Case studies in crisis management: How Wal-Mart, FedEx and Home Depot got the job done

New York, September 21, 2005—In a special cover package, FORTUNE presents a case study on risk management, using hurricane Katrina as a focal point. The stories look not at who did what wrong, but at how the world copes with the realities of risk, uncertainty, and crisis. Stories include:

A Meditation on Risk, by Justin Fox, page 50
Katrina brought out the worst in Washington and the best in business. Big business responded quickly—and did so because Katrina was exactly the kind of event for which well-run corporations prepare themselves. Still, "markets and corporations may be the greatest risk processors mankind has yet devised, but that isn't to suggest that corporations can or should supplant government," says editor-at-large Justin Fox.

A Civil War Over Claims?, by John Simons, page 57
Katrina is likely to set a record for insurance-industry payouts. The wind and rain that wrought havoc across Florida, Alabama, Mississippi, and Louisiana caused nearly three times the property damages of the Sept. 11 terrorist attacks. At issue, reports John Simons, is whether the bulk of Katrina's damage was caused by wind, which insurers cover as part of standard homeowners' policies, or floodwaters, which aren't covered.

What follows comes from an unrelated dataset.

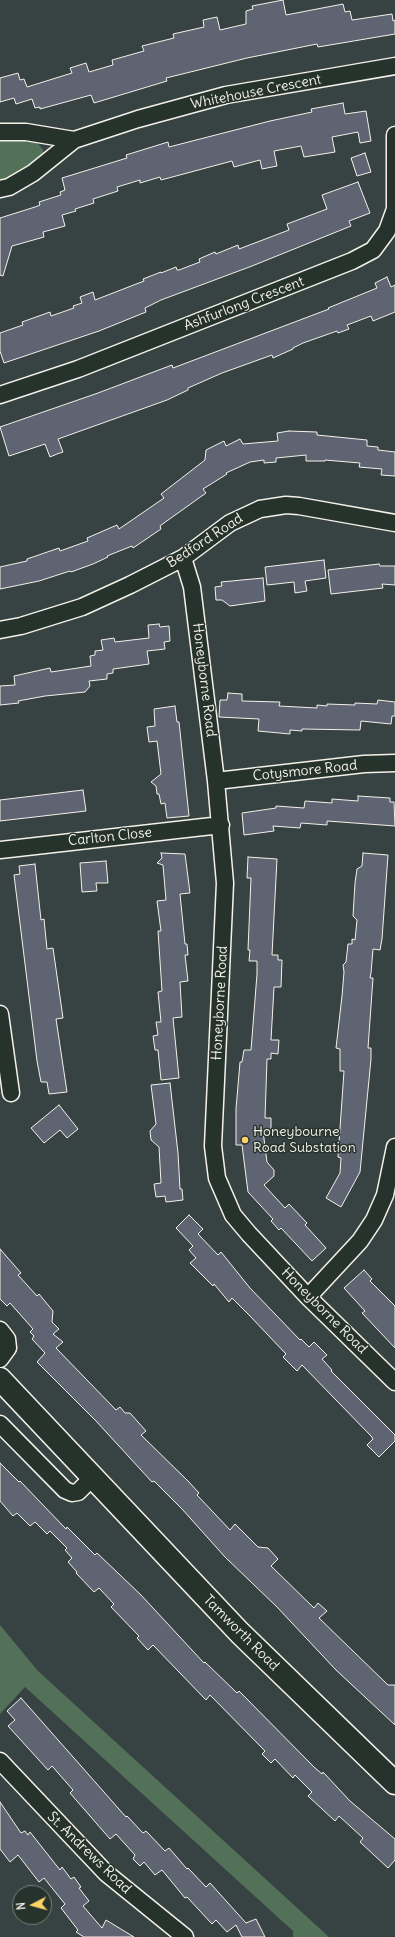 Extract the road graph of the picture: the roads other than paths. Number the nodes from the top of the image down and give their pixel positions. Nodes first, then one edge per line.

Risk Is His Business, by David Stipp, page 61
When a monster like Katrina strikes, insurers often turn to Risk Management Solutions, a consultant that projects the harm from hurricanes, earthquakes, and other calamities. FORTUNE called RMS research chief Robert Muir-Wood, based in London, to get some perspective on New Orleans-and what comprise the biggest risks in the aftermath of Katrina.

Coming Back to Life, by Telis Demos, page 64
For many people directly in Katrina's path, there was no avoiding trauma. But the U.S. economy is tremendously resilient. Telis Demos looks at how the region—including oil, gas, ports, food, and evacuees—is climbing back from a horrific storm.

An Executive Risk Handbook, by Geoffrey Colvin, page 69
While Katrina was a monster among storms, it was a pipsqueak in the realm of risk analysis. The most important thing for managers to realize about Katrina, posits Geoffrey Colvin, is this: "If it gets you thinking more intensively about risk, that's great—but it is exactly the wrong kind of risk for you to focus on." Colvin outlines five lessons—turbocharge your imagination; build scenarios; think in probabilities; use the power of the markets; and create a culture that insists on facing reality—to get managers on track.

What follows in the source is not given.